When you tell your friends and family you have gotten engaged to a man you have only known for a couple months, the responses are not always what you would hope for. For me, when I said yes, my parents were supportive and my friends were skeptical but supportive as well (except for a few, many of whom I just unfriended on Facebook and that was that).
I knew that first time I saw him waiting for me at the coffee shop. Instantly drawn to him I gave him a hug and almost a kiss upon our first hello. But I denied that it was what it was.
The time together was so full, and ripe with adventure. We ate Jeju black pork, galbi and jiggae. We drank soju, makeolli and cider. We saw live performances, orchestras, stayed at 5-star hotels, and drove around in a BMW. We made out like teenagers up against buildings and vacant trucks. We learned so much about each other, most importantly that we resonated strongly. But it would all be cut short because his tourist visa expired.
Our plan was that we had no plan. We just knew we had fun together. Again, I tried to deny him, tried to tell him that we would have a good time until he left and we couldn’t have a good time together anymore. At first he agreed, but then he got the courage to tell me what I already knew: I love you.
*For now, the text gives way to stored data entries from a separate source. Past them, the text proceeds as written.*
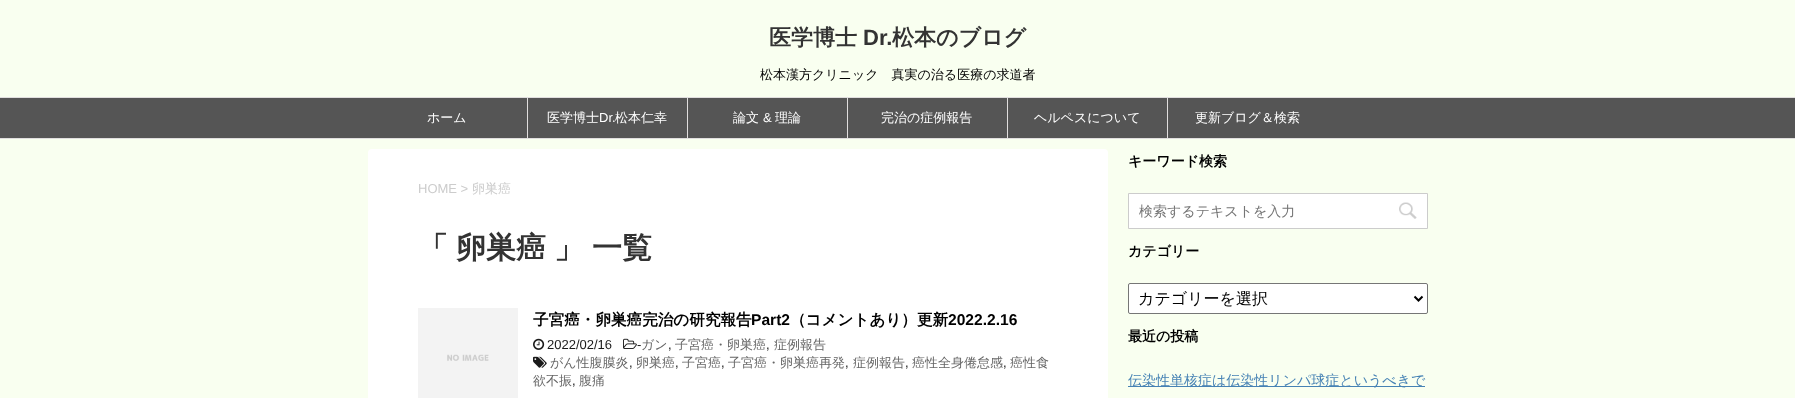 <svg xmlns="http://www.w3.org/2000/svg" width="1795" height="398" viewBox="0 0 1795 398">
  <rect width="100%" height="100%" fill="#f9fff0"/>
  <path d="M0 98h1795v40H0z" fill="#555"/>
  <path d="M0 97h1795v1H0z" fill="#e0dede"/>
  <path d="M0 138h1795v1H0z" fill="#e0dede"/>
  <path d="M527 98h1v40H527z" fill="#e0dede"/>
  <path d="M687 98h1v40H687z" fill="#e0dede"/>
  <path d="M847 98h1v40H847z" fill="#e0dede"/>
  <path d="M1007 98h1v40H1007z" fill="#e0dede"/>
  <path d="M1167 98h1v40H1167z" fill="#e0dede"/>
  <rect x="368" y="149" width="740" height="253" rx="4" fill="#fff"/>
  <image x="418" y="308" width="100" height="90" href="img/1.png"/>
  <image x="623" y="338" width="14" height="11" href="img/2.png"/>
  <image x="533" y="356" width="14" height="12" href="img/3.png"/>
  <image x="533" y="338" width="12" height="12" href="img/4.png"/>
  <path d="M1128.5 193.5h299v35H1128.5z" fill="none" stroke="#ccc"/>
  <path d="M1129 194h298v34H1129z" fill="#fff"/>
  <image x="1399" y="202" width="18" height="17" href="img/5.png"/>
  <rect x="1128.5" y="283.5" width="299" height="30" rx="1.5" fill="#fff" stroke="#767676"/>
  <path d="M1414.5 296.5L1418.5 300.5L1422.5 296.5" fill="none" stroke="#000" stroke-width="2"/>
  <path d="M1128 386h297v1H1128z" fill="#4682b4"/>
  <text x="769" y="45" font-family="WenQuanYi Zen Hei" font-size="22" font-weight="bold" fill="#333">医学博士</text>
  <text x="863" y="45" font-family="Liberation Sans" font-size="22" font-weight="bold" fill="#333">Dr.</text>
  <text x="892" y="45" font-family="WenQuanYi Zen Hei" font-size="22" font-weight="bold" fill="#333">松本のブログ</text>
  <text x="760" y="79" font-family="WenQuanYi Zen Hei" font-size="13" font-weight="500" fill="#000">松本漢方クリニック　真実の治る医療の求道者</text>
  <g font-family="WenQuanYi Zen Hei" font-size="13" font-weight="500" fill="#fff">
    <text x="427" y="122">ホーム</text>
    <text x="547" y="122">医学博士</text>
  </g>
  <text x="599" y="122" font-family="Liberation Sans" font-size="13" fill="#fff">Dr.</text>
  <g font-family="WenQuanYi Zen Hei" font-size="13" font-weight="500" fill="#fff">
    <text x="615" y="122">松本仁幸</text>
    <text x="733" y="122">論文</text>
  </g>
  <text x="763" y="122" font-family="Liberation Sans" font-size="13" fill="#fff">&amp;</text>
  <g font-family="WenQuanYi Zen Hei" font-size="13" font-weight="500" fill="#fff">
    <text x="775" y="122">理論</text>
    <text x="881" y="122">完治の症例報告</text>
    <text x="1034" y="122">ヘルペスについて</text>
    <text x="1195" y="122">更新ブログ＆検索</text>
  </g>
  <text x="418" y="193" font-family="Liberation Sans" font-size="13" fill="#ccc">HOME &gt;</text>
  <text x="472" y="193" font-family="WenQuanYi Zen Hei" font-size="13" font-weight="500" fill="#ccc">卵巣癌</text>
  <g font-family="WenQuanYi Zen Hei" font-size="30" font-weight="bold" fill="#333">
    <text x="418" y="258">「</text>
    <text x="456" y="258">卵巣癌</text>
    <text x="554" y="258" word-spacing="-1">」 一覧</text>
  </g>
  <text x="533" y="325" font-family="WenQuanYi Zen Hei" font-size="15.6" font-weight="bold" fill="#000">子宮癌・卵巣癌完治の研究報告</text>
  <text x="751" y="325" font-family="Liberation Sans" font-size="15.6" font-weight="bold" fill="#000">Part2</text>
  <text x="790" y="325" font-family="WenQuanYi Zen Hei" font-size="15.6" font-weight="bold" fill="#000">（コメントあり）更新</text>
  <text x="948" y="325" font-family="Liberation Sans" font-size="15.6" font-weight="bold" fill="#000">2022.2.16</text>
  <text x="637" y="349" font-family="Liberation Sans" font-size="13" fill="#1a1a1a">-</text>
  <g font-family="WenQuanYi Zen Hei" font-size="13" font-weight="500" fill="#666">
    <text x="641" y="349">ガン</text>
    <text x="675" y="349">子宮癌・卵巣癌</text>
    <text x="774" y="349">症例報告</text>
  </g>
  <g font-family="Liberation Sans" font-size="13" fill="#1a1a1a">
    <text x="668" y="349">,</text>
    <text x="766" y="349">,</text>
  </g>
  <text x="550" y="367" font-family="WenQuanYi Zen Hei" font-size="13" font-weight="500" fill="#666">がん性腹膜炎</text>
  <text x="629" y="367" font-family="Liberation Sans" font-size="13" fill="#1a1a1a">,</text>
  <text x="636" y="367" font-family="WenQuanYi Zen Hei" font-size="13" font-weight="500" fill="#666">卵巣癌</text>
  <text x="675" y="367" font-family="Liberation Sans" font-size="13" fill="#1a1a1a">,</text>
  <text x="682" y="367" font-family="WenQuanYi Zen Hei" font-size="13" font-weight="500" fill="#666">子宮癌</text>
  <text x="721" y="367" font-family="Liberation Sans" font-size="13" fill="#1a1a1a">,</text>
  <text x="728" y="367" font-family="WenQuanYi Zen Hei" font-size="13" font-weight="500" fill="#666">子宮癌・卵巣癌再発</text>
  <text x="845" y="367" font-family="Liberation Sans" font-size="13" fill="#1a1a1a">,</text>
  <text x="853" y="367" font-family="WenQuanYi Zen Hei" font-size="13" font-weight="500" fill="#666">症例報告</text>
  <text x="905" y="367" font-family="Liberation Sans" font-size="13" fill="#1a1a1a">,</text>
  <text x="912" y="367" font-family="WenQuanYi Zen Hei" font-size="13" font-weight="500" fill="#666">癌性全身倦怠感</text>
  <text x="1003" y="367" font-family="Liberation Sans" font-size="13" fill="#1a1a1a">,</text>
  <g font-family="WenQuanYi Zen Hei" font-size="13" font-weight="500" fill="#666">
    <text x="1010" y="367">癌性食</text>
    <text x="533" y="385">欲不振</text>
  </g>
  <text x="572" y="385" font-family="Liberation Sans" font-size="13" fill="#1a1a1a">,</text>
  <text x="579" y="385" font-family="WenQuanYi Zen Hei" font-size="13" font-weight="500" fill="#666">腹痛</text>
  <text x="547" y="349" font-family="Liberation Sans" font-size="13" fill="#1a1a1a">2022/02/16</text>
  <text x="1128" y="166" font-family="WenQuanYi Zen Hei" font-size="14" font-weight="bold" fill="#000">キーワード検索</text>
  <text x="1139" y="216" font-family="WenQuanYi Zen Hei" font-size="14" font-weight="500" fill="#757575">検索するテキストを入力</text>
  <text x="1128" y="256" font-family="WenQuanYi Zen Hei" font-size="14" font-weight="bold" fill="#000">カテゴリー</text>
  <text x="1138" y="304" font-family="WenQuanYi Zen Hei" font-size="16" font-weight="500" fill="#000">カテゴリーを選択</text>
  <text x="1128" y="341" font-family="WenQuanYi Zen Hei" font-size="14" font-weight="bold" fill="#000">最近の投稿</text>
  <text x="1128" y="385" font-family="WenQuanYi Zen Hei" font-size="14" font-weight="500" fill="#4682b4">伝染性単核症は伝染性リンパ球症というべきで</text>
</svg>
By the time we made it to the end of his time in Korea, it had already been established that he would return. Until then, we would do the long distance thing. We hadn’t realized just how much stronger the time and distance would make us as a couple. It forced us to express ourselves in ways we never dreamed of before. It was during this time we decided we wanted to be together for the rest of our lives, no matter where we were or what we did. That’s when he drove three hours, the length from Sioux Falls, South Dakota to Lakeville, Minnesota to ask my parents’ permission to marry me.
When he returned to Seoul, he could only wait a day to propose. I said yes without hesitation and with much jubilation. We celebrated with friends and family; but we knew this didn’t change the fact that he would have to leave again. This time, I would join him and our time in Seoul was over. So we hired a photographer to capture the places that meant so much to us. We got married here (legally without a ceremony) because it felt right. And then, he left again.
Even though I’ll have to move to Sioux Falls (those who know me, know this is a bit of a leap), I’m happy just to know that we will be together again. I’m happy just to know he exists. I’m happy to know that despite the skeptics there are people who want to know him and invest in us. I also know nothing will be perfect living there. His ex-wife surely could complicate things. He doesn’t have a job. I won’t have a job. So why is all this worthwhile? Because I love him for giving me the love I had been looking for all along without hesitation.